EXERCISE INPUTS:

BEGIN

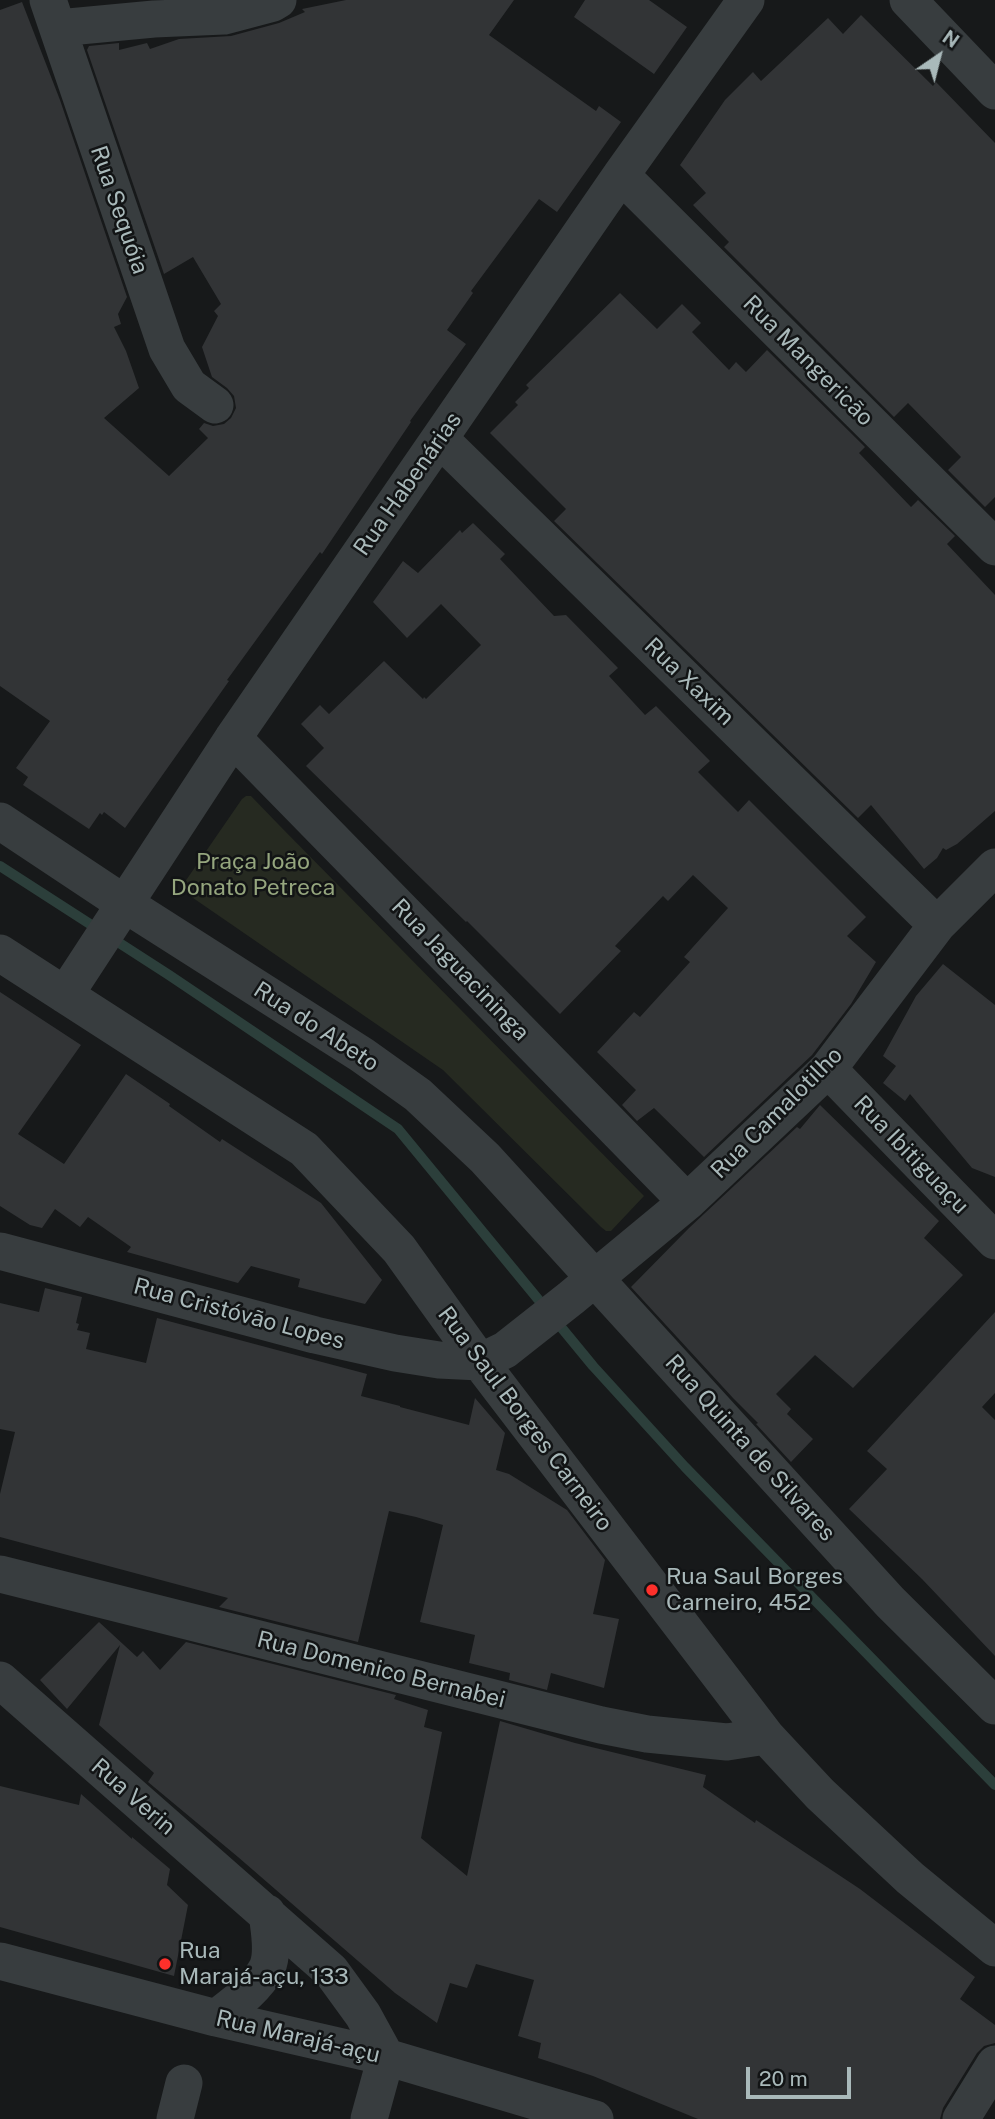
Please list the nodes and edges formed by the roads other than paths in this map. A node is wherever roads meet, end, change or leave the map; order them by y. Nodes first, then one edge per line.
1 (278, 0) edge
2 (746, 0) edge
3 (908, 0) edge
4 (53, 14) edge
5 (995, 92) edge
6 (621, 175) junction
7 (215, 405) dead end
8 (440, 439) junction
9 (995, 547) edge
10 (233, 738) junction
11 (0, 821) edge
12 (995, 867) edge
13 (120, 912) junction
14 (937, 925) junction
15 (0, 953) edge
16 (72, 985) junction
17 (828, 1069) junction
18 (687, 1202) junction
19 (995, 1241) edge
20 (0, 1251) edge
21 (583, 1288) junction
22 (493, 1356) junction
23 (5, 1578) edge
24 (0, 1680) edge
25 (995, 1706) edge
26 (766, 1736) junction
27 (267, 1913) junction
28 (995, 1948) edge
29 (0, 1961) edge
30 (216, 2018) junction
31 (386, 2057) junction
32 (995, 2064) edge
33 (184, 2083) dead end
34 (175, 2119) edge
35 (369, 2119) edge
36 (595, 2119) edge
37 (961, 2119) edge

1 - 4 street
2 - 6 street, Rua Habenárias
3 - 5 street
4 - 7 street, Rua Sequóia
6 - 8 street, Rua Habenárias
6 - 9 street, Rua Mangericão
8 - 10 street, Rua Habenárias
8 - 14 street, Rua Xaxim
10 - 13 street, Rua Habenárias
10 - 18 street, Rua Jaguacininga
11 - 13 street, Rua do Abeto
12 - 14 street, Rua Camalotilho
13 - 16 street, Rua Habenárias
13 - 21 street, Rua do Abeto
14 - 17 street, Rua Camalotilho
15 - 16 street, Rua Saul Borges Carneiro
16 - 22 street, Rua Saul Borges Carneiro
17 - 18 street, Rua Camalotilho
17 - 19 street, Rua Ibitiguaçu
18 - 21 street, Rua Camalotilho
20 - 22 street, Rua Cristóvão Lopes
21 - 22 street, Rua Camalotilho
21 - 25 street, Rua Quinta de Silvares
22 - 26 street, Rua Saul Borges Carneiro
23 - 26 street, Rua Domenico Bernabei
24 - 27 street, Rua Verin
26 - 28 street, Rua Saul Borges Carneiro
27 - 30 street
27 - 31 street, Rua Verin
29 - 30 street, Rua Marajá-açu
30 - 31 street, Rua Marajá-açu
31 - 35 street
31 - 36 street, Rua Marajá-açu
32 - 37 street
33 - 34 street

END

ASSIGNED TASK:
If a line of the data holds the string "Marajá", list it.

SOLUTION TO THE EXERCISE:
29 - 30 street, Rua Marajá-açu
30 - 31 street, Rua Marajá-açu
31 - 36 street, Rua Marajá-açu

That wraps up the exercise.